Material provided Start Marker

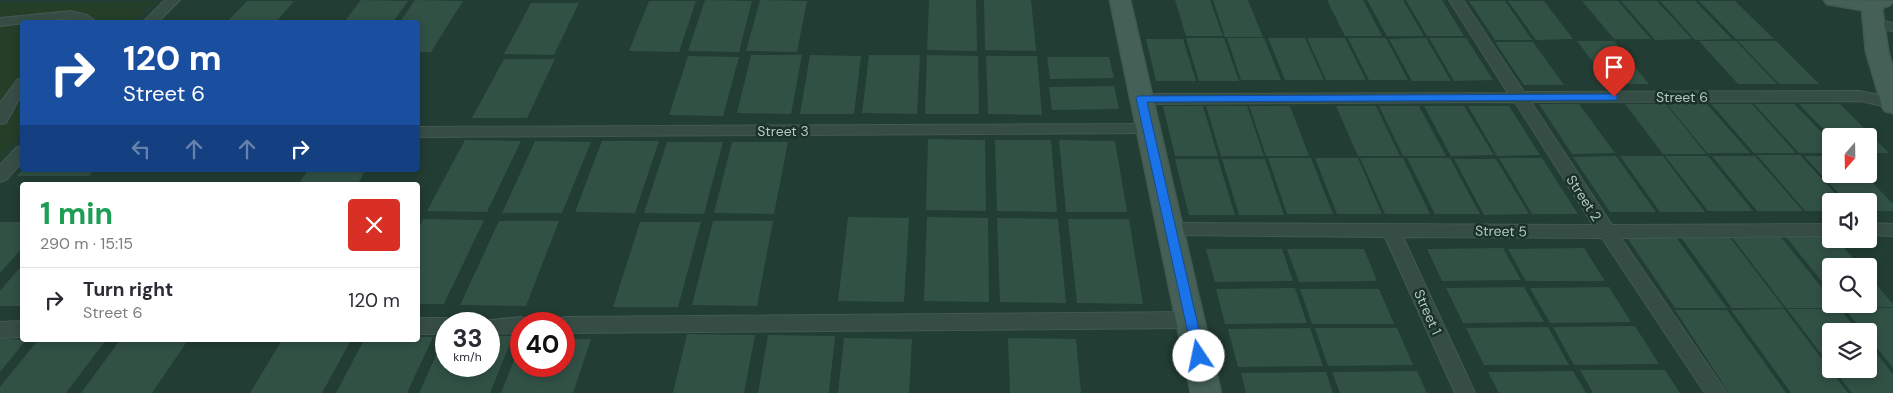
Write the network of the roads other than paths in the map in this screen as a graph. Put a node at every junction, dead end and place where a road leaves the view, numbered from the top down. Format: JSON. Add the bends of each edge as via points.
{"nodes":[{"id":1,"x":173,"y":0,"type":"edge"},
{"id":2,"x":1120,"y":0,"type":"edge"},
{"id":3,"x":1456,"y":0,"type":"edge"},
{"id":4,"x":1834,"y":0,"type":"edge"},
{"id":5,"x":1878,"y":11,"type":"edge"},
{"id":6,"x":20,"y":20,"type":"edge"},
{"id":7,"x":22,"y":20,"type":"edge"},
{"id":8,"x":88,"y":20,"type":"edge"},
{"id":9,"x":152,"y":20,"type":"edge"},
{"id":10,"x":0,"y":22,"type":"edge"},
{"id":11,"x":20,"y":86,"type":"edge"},
{"id":12,"x":1141,"y":98,"type":"junction"},
{"id":13,"x":1519,"y":98,"type":"junction"},
{"id":14,"x":1892,"y":104,"type":"edge"},
{"id":15,"x":8,"y":109,"type":"edge"},
{"id":16,"x":1148,"y":129,"type":"junction"},
{"id":17,"x":420,"y":132,"type":"edge"},
{"id":18,"x":20,"y":154,"type":"edge"},
{"id":19,"x":0,"y":176,"type":"edge"},
{"id":20,"x":1171,"y":229,"type":"junction"},
{"id":21,"x":1877,"y":229,"type":"edge"},
{"id":22,"x":1391,"y":230,"type":"junction"},
{"id":23,"x":1822,"y":230,"type":"edge"},
{"id":24,"x":1893,"y":230,"type":"edge"},
{"id":25,"x":1607,"y":232,"type":"junction"},
{"id":26,"x":1191,"y":320,"type":"junction"},
{"id":27,"x":575,"y":325,"type":"edge"},
{"id":28,"x":420,"y":326,"type":"edge"},
{"id":29,"x":435,"y":326,"type":"edge"},
{"id":30,"x":20,"y":329,"type":"edge"},
{"id":31,"x":0,"y":330,"type":"edge"},
{"id":32,"x":1206,"y":393,"type":"edge"},
{"id":33,"x":1464,"y":393,"type":"edge"},
{"id":34,"x":1717,"y":393,"type":"edge"}],
"edges":[{"from":1,"to":9,"type":"street"},
{"from":2,"to":12,"type":"street"},
{"from":3,"to":13,"type":"street","name":"Street 2"},
{"from":4,"to":5,"type":"street"},
{"from":5,"to":14,"type":"street","via":[[1877,51]]},
{"from":6,"to":10,"type":"street"},
{"from":7,"to":8,"type":"street","via":[[67,16]]},
{"from":11,"to":15,"type":"street"},
{"from":12,"to":13,"type":"street","name":"Street 6"},
{"from":12,"to":16,"type":"street"},
{"from":13,"to":14,"type":"street","name":"Street 6","via":[[1860,96]]},
{"from":13,"to":25,"type":"street","name":"Street 2"},
{"from":16,"to":17,"type":"street","name":"Street 3"},
{"from":16,"to":20,"type":"street"},
{"from":18,"to":19,"type":"street"},
{"from":20,"to":22,"type":"street","name":"Street 5"},
{"from":20,"to":26,"type":"street"},
{"from":21,"to":24,"type":"street"},
{"from":22,"to":25,"type":"street","name":"Street 5"},
{"from":22,"to":33,"type":"street","name":"Street 1"},
{"from":23,"to":25,"type":"street","name":"Street 5"},
{"from":25,"to":34,"type":"street","name":"Street 2"},
{"from":26,"to":27,"type":"street"},
{"from":26,"to":32,"type":"street"},
{"from":28,"to":29,"type":"street"},
{"from":30,"to":31,"type":"street"}]}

Material provided End Marker

Give the data again exactly as written, with no pictures included.

Write the network of the roads other than paths in the map in this screen as a graph. Put a node at every junction, dead end and place where a road leaves the view, numbered from the top down. Format: JSON. Add the bends of each edge as via points.
{"nodes":[{"id":1,"x":173,"y":0,"type":"edge"},
{"id":2,"x":1120,"y":0,"type":"edge"},
{"id":3,"x":1456,"y":0,"type":"edge"},
{"id":4,"x":1834,"y":0,"type":"edge"},
{"id":5,"x":1878,"y":11,"type":"edge"},
{"id":6,"x":20,"y":20,"type":"edge"},
{"id":7,"x":22,"y":20,"type":"edge"},
{"id":8,"x":88,"y":20,"type":"edge"},
{"id":9,"x":152,"y":20,"type":"edge"},
{"id":10,"x":0,"y":22,"type":"edge"},
{"id":11,"x":20,"y":86,"type":"edge"},
{"id":12,"x":1141,"y":98,"type":"junction"},
{"id":13,"x":1519,"y":98,"type":"junction"},
{"id":14,"x":1892,"y":104,"type":"edge"},
{"id":15,"x":8,"y":109,"type":"edge"},
{"id":16,"x":1148,"y":129,"type":"junction"},
{"id":17,"x":420,"y":132,"type":"edge"},
{"id":18,"x":20,"y":154,"type":"edge"},
{"id":19,"x":0,"y":176,"type":"edge"},
{"id":20,"x":1171,"y":229,"type":"junction"},
{"id":21,"x":1877,"y":229,"type":"edge"},
{"id":22,"x":1391,"y":230,"type":"junction"},
{"id":23,"x":1822,"y":230,"type":"edge"},
{"id":24,"x":1893,"y":230,"type":"edge"},
{"id":25,"x":1607,"y":232,"type":"junction"},
{"id":26,"x":1191,"y":320,"type":"junction"},
{"id":27,"x":575,"y":325,"type":"edge"},
{"id":28,"x":420,"y":326,"type":"edge"},
{"id":29,"x":435,"y":326,"type":"edge"},
{"id":30,"x":20,"y":329,"type":"edge"},
{"id":31,"x":0,"y":330,"type":"edge"},
{"id":32,"x":1206,"y":393,"type":"edge"},
{"id":33,"x":1464,"y":393,"type":"edge"},
{"id":34,"x":1717,"y":393,"type":"edge"}],
"edges":[{"from":1,"to":9,"type":"street"},
{"from":2,"to":12,"type":"street"},
{"from":3,"to":13,"type":"street","name":"Street 2"},
{"from":4,"to":5,"type":"street"},
{"from":5,"to":14,"type":"street","via":[[1877,51]]},
{"from":6,"to":10,"type":"street"},
{"from":7,"to":8,"type":"street","via":[[67,16]]},
{"from":11,"to":15,"type":"street"},
{"from":12,"to":13,"type":"street","name":"Street 6"},
{"from":12,"to":16,"type":"street"},
{"from":13,"to":14,"type":"street","name":"Street 6","via":[[1860,96]]},
{"from":13,"to":25,"type":"street","name":"Street 2"},
{"from":16,"to":17,"type":"street","name":"Street 3"},
{"from":16,"to":20,"type":"street"},
{"from":18,"to":19,"type":"street"},
{"from":20,"to":22,"type":"street","name":"Street 5"},
{"from":20,"to":26,"type":"street"},
{"from":21,"to":24,"type":"street"},
{"from":22,"to":25,"type":"street","name":"Street 5"},
{"from":22,"to":33,"type":"street","name":"Street 1"},
{"from":23,"to":25,"type":"street","name":"Street 5"},
{"from":25,"to":34,"type":"street","name":"Street 2"},
{"from":26,"to":27,"type":"street"},
{"from":26,"to":32,"type":"street"},
{"from":28,"to":29,"type":"street"},
{"from":30,"to":31,"type":"street"}]}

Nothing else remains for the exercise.